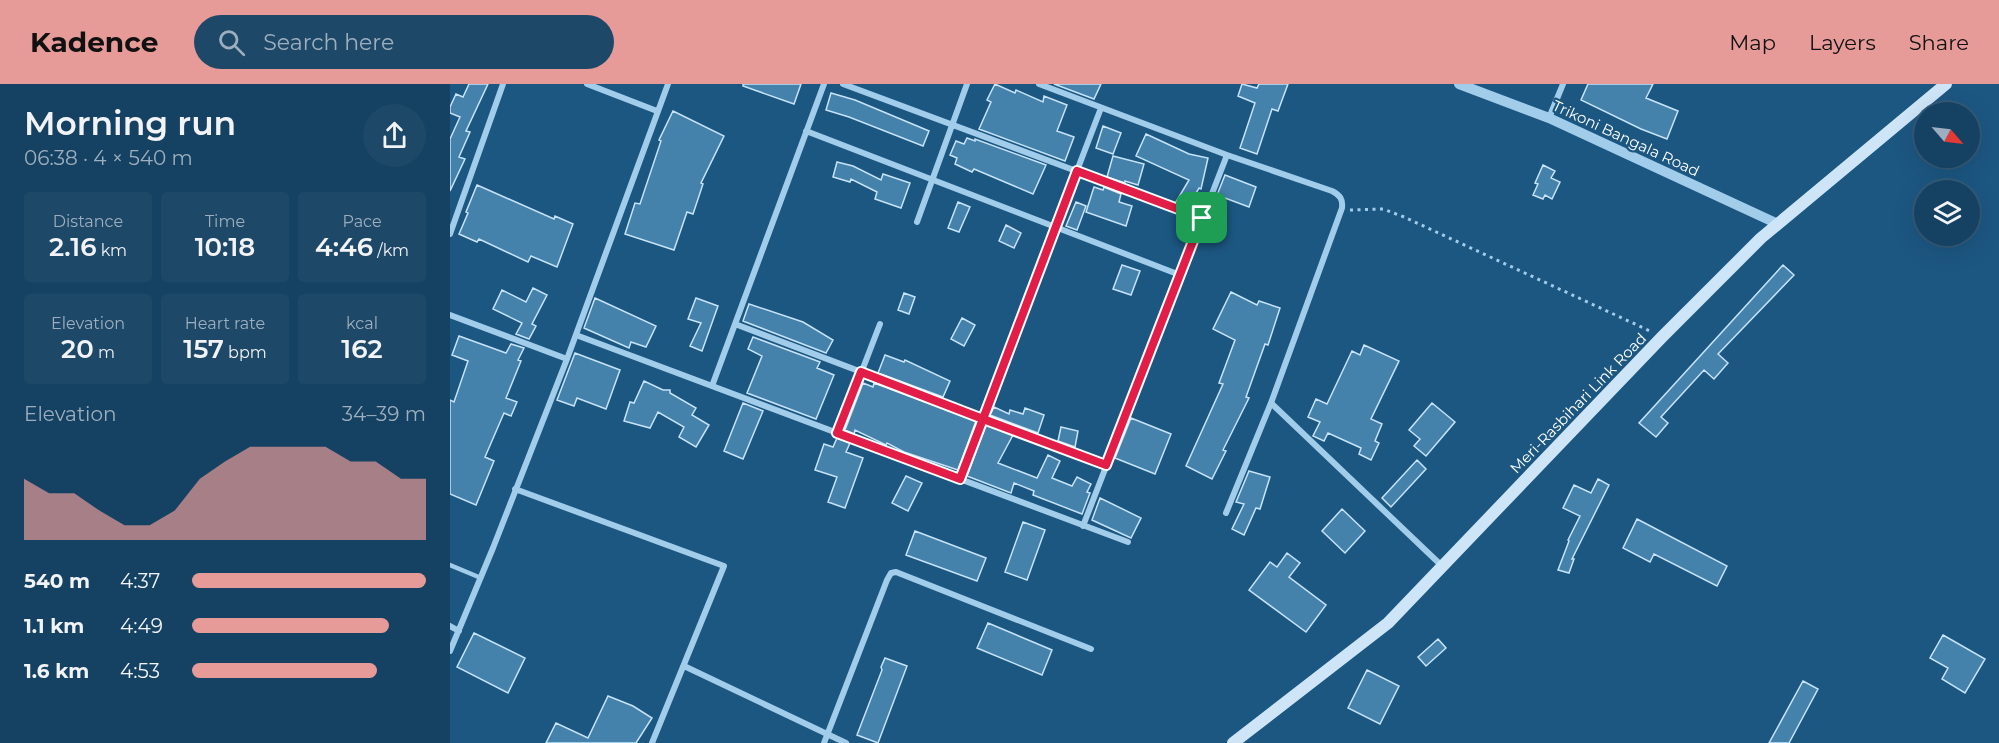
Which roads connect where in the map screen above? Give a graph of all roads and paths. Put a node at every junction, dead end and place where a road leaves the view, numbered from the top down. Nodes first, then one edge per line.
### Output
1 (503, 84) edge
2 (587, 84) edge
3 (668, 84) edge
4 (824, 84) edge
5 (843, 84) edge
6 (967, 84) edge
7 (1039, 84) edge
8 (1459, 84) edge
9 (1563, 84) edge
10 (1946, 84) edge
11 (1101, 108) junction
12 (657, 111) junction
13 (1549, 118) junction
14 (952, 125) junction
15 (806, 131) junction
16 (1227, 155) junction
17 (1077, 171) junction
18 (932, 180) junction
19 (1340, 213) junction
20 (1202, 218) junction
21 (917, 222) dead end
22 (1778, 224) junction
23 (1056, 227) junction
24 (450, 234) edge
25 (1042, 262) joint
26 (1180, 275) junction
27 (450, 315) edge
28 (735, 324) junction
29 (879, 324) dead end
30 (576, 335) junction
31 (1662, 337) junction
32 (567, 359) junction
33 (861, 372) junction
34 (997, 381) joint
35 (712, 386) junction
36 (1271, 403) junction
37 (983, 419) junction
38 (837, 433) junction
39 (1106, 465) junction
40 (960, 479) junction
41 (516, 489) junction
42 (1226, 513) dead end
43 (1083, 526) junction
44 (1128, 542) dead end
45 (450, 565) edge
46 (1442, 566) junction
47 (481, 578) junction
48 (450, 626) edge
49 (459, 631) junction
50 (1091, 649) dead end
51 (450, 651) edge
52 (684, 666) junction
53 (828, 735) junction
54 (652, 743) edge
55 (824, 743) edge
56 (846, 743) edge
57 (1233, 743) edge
--- --- ---
- [WHAT THE EXERCISE ASKS] In the copy, leave out the pictures and restate the records exactly.

- [RESPONSE TO THIS TASK]
Which roads connect where in the map screen above? Give a graph of all roads and paths. Put a node at every junction, dead end and place where a road leaves the view, numbered from the top down. Nodes first, then one edge per line.
### Output
1 (503, 84) edge
2 (587, 84) edge
3 (668, 84) edge
4 (824, 84) edge
5 (843, 84) edge
6 (967, 84) edge
7 (1039, 84) edge
8 (1459, 84) edge
9 (1563, 84) edge
10 (1946, 84) edge
11 (1101, 108) junction
12 (657, 111) junction
13 (1549, 118) junction
14 (952, 125) junction
15 (806, 131) junction
16 (1227, 155) junction
17 (1077, 171) junction
18 (932, 180) junction
19 (1340, 213) junction
20 (1202, 218) junction
21 (917, 222) dead end
22 (1778, 224) junction
23 (1056, 227) junction
24 (450, 234) edge
25 (1042, 262) joint
26 (1180, 275) junction
27 (450, 315) edge
28 (735, 324) junction
29 (879, 324) dead end
30 (576, 335) junction
31 (1662, 337) junction
32 (567, 359) junction
33 (861, 372) junction
34 (997, 381) joint
35 (712, 386) junction
36 (1271, 403) junction
37 (983, 419) junction
38 (837, 433) junction
39 (1106, 465) junction
40 (960, 479) junction
41 (516, 489) junction
42 (1226, 513) dead end
43 (1083, 526) junction
44 (1128, 542) dead end
45 (450, 565) edge
46 (1442, 566) junction
47 (481, 578) junction
48 (450, 626) edge
49 (459, 631) junction
50 (1091, 649) dead end
51 (450, 651) edge
52 (684, 666) junction
53 (828, 735) junction
54 (652, 743) edge
55 (824, 743) edge
56 (846, 743) edge
57 (1233, 743) edge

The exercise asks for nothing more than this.